Parece mentira que el DVD como formato siga horadando piedra cinéfila, abriendo luz en túneles que aún se mantenían impracticados. Y permitiendo vislumbrar, o empezar a vislumbrar, carreras que en este formato y en este país permanecían aún desconocidas. Se entiende, en cierto modo, pero no se justifica. Porque quizá el nombre de Keisuke Kinoshita haya sido en occidente durante las últimas cinco décadas ostensiblemente menos visible que el de algunos de sus paisanos, pero al mismo tiempo su currículum incluye títulos esenciales de la filmografía nipona de la segunda mitad del siglo veinte. Especialmente sus referencias como realizador -su periplo empezaba en los años 40 pero casi se finiquitaba en los 60, periodo prolífico durante el que dirigió poco menos que cuatro docenas de películas- pero también por su involucrado con algunos nombres clave de la Historia del cine japonés: fue productor de Dodes ‘ka-den, de Akira Kurosawa, y guionista de Dora-heita, de Kon Ichikawa.
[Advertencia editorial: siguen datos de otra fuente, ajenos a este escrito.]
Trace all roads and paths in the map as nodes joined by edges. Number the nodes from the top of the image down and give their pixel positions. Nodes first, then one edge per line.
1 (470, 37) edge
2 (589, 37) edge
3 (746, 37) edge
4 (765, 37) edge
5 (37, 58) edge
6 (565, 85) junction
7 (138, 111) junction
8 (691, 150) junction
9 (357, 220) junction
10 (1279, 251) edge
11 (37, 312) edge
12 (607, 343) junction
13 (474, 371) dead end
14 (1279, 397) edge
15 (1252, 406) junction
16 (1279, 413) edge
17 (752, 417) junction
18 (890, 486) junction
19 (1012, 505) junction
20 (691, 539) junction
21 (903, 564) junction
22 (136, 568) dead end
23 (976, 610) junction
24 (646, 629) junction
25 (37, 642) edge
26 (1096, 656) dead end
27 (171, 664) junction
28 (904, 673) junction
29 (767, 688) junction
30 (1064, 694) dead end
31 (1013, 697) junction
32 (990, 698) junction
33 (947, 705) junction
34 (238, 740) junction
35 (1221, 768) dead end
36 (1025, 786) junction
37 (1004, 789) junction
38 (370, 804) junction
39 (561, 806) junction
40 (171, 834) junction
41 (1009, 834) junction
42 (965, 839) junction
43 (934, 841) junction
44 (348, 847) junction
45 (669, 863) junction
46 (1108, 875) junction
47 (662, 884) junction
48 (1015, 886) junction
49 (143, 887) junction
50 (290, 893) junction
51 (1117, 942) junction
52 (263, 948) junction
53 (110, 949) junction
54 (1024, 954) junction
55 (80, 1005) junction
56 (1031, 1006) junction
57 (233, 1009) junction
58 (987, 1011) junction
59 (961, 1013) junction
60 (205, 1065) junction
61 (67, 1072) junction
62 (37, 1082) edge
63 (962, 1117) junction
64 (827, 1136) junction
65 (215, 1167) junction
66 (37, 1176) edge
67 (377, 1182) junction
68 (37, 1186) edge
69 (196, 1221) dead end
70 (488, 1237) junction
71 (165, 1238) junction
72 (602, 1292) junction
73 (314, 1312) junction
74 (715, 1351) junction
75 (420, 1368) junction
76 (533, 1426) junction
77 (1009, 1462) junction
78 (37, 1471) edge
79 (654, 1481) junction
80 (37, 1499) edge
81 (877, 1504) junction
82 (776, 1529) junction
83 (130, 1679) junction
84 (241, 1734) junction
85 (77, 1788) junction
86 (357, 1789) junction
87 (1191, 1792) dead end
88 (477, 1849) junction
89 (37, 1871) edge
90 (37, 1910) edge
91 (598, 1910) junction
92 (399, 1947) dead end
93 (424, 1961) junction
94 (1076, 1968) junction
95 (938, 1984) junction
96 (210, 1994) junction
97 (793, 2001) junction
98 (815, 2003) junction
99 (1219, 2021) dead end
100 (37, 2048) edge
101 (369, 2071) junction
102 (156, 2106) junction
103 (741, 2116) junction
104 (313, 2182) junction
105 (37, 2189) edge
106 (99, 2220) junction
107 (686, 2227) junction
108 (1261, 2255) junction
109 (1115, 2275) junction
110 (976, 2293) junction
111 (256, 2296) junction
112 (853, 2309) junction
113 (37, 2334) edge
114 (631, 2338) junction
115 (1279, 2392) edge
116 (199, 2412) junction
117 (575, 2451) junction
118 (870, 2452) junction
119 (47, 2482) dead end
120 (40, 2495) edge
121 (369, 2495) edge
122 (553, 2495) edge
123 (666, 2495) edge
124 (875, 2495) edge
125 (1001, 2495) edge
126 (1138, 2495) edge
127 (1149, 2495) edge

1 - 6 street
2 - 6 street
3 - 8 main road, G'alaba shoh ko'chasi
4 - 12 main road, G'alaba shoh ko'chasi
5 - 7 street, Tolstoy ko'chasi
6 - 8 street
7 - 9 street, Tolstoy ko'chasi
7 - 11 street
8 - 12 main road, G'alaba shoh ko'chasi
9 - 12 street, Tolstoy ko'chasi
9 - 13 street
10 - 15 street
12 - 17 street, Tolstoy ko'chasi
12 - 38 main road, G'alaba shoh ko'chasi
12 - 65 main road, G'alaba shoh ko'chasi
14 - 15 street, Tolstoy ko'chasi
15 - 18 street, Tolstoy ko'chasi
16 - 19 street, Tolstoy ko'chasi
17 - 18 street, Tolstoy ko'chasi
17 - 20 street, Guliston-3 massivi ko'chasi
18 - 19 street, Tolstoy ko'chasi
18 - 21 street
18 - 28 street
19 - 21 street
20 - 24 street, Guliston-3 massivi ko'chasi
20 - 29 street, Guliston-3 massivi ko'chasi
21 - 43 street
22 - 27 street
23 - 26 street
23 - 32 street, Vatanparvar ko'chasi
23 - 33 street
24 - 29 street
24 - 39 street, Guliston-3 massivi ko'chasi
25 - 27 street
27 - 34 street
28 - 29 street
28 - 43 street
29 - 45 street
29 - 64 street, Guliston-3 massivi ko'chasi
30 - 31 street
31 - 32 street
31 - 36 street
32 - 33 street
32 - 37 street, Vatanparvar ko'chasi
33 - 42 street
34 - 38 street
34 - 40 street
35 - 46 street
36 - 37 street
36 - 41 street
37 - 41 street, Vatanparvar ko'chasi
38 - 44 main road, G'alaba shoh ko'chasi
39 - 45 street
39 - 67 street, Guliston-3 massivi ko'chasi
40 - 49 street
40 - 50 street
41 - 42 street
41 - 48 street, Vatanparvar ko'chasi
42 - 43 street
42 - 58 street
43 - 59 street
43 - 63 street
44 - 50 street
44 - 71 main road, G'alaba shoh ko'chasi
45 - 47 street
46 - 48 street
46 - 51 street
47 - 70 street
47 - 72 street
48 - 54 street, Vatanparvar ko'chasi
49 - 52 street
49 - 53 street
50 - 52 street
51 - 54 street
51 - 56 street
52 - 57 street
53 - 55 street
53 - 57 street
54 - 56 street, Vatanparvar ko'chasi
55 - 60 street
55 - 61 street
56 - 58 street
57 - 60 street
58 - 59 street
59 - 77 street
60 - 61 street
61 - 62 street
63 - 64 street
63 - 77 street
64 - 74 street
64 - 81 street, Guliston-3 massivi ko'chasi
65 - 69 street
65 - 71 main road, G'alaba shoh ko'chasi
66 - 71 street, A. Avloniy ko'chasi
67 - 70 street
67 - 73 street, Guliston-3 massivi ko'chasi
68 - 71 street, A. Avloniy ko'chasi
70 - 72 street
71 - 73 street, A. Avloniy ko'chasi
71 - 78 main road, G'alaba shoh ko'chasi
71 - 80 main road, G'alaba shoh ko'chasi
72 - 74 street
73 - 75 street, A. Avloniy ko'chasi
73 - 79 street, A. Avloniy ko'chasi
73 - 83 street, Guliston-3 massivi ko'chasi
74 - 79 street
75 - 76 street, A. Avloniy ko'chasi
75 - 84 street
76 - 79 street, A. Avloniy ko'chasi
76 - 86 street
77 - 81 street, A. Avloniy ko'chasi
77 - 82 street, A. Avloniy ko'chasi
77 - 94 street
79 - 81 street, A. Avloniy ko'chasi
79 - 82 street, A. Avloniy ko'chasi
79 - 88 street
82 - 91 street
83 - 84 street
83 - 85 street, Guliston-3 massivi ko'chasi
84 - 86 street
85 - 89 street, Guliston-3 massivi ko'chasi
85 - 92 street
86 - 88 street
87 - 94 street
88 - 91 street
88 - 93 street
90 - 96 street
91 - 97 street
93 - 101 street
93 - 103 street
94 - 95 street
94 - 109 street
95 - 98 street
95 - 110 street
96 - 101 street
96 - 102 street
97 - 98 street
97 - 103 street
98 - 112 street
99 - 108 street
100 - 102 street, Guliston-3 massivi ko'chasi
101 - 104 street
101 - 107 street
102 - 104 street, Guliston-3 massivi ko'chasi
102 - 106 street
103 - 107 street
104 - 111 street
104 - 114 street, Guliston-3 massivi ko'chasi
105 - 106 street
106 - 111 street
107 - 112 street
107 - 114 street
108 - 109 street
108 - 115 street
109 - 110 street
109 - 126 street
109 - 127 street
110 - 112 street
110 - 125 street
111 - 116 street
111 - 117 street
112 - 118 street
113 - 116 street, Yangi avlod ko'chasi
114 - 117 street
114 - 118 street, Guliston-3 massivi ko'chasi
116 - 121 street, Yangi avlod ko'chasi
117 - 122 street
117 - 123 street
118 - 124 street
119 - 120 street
De modo que sí, a pesar de contar con una carrera menos sólida que la de Ichikawa, menos popular que la de Imamura y menos decididamente trascendente que las de Naruse, Ozu, Kurosawa o Mizoguchi, la filmografía de Kinoshita esconde agradables recodos. Es más, con facilidad se le puede encuadrar a las puertas de esa casta de directores nipones que renovaron a partir de primeros 60 el panorama y se constituyeron casi en una suerte de nouvelle vague oriental. Nombres como los de Masahoro Shinoda, Hiroshi Teshigahara, Nagisa Oshima, Kaneto Shindo o Masaki Kobayashi estallarían tras un Kinoshita que, al contrario que ellos no se sumergió en el thriller o en el fantástico, sino que se mantuvo en los límites del drama -con alguna incursión en la comedia- entroncando estilísticamente más que con la radical modernidad de los citados, con los melodramas de Naruse y Mizoguchi. Solo que ofreciendo, especialmente en esta Un amor inmortal (1961), una suerte de clasicismo transgredido. Una recuperación de las esencias que, en los años 60 ya necesitaban revisiones.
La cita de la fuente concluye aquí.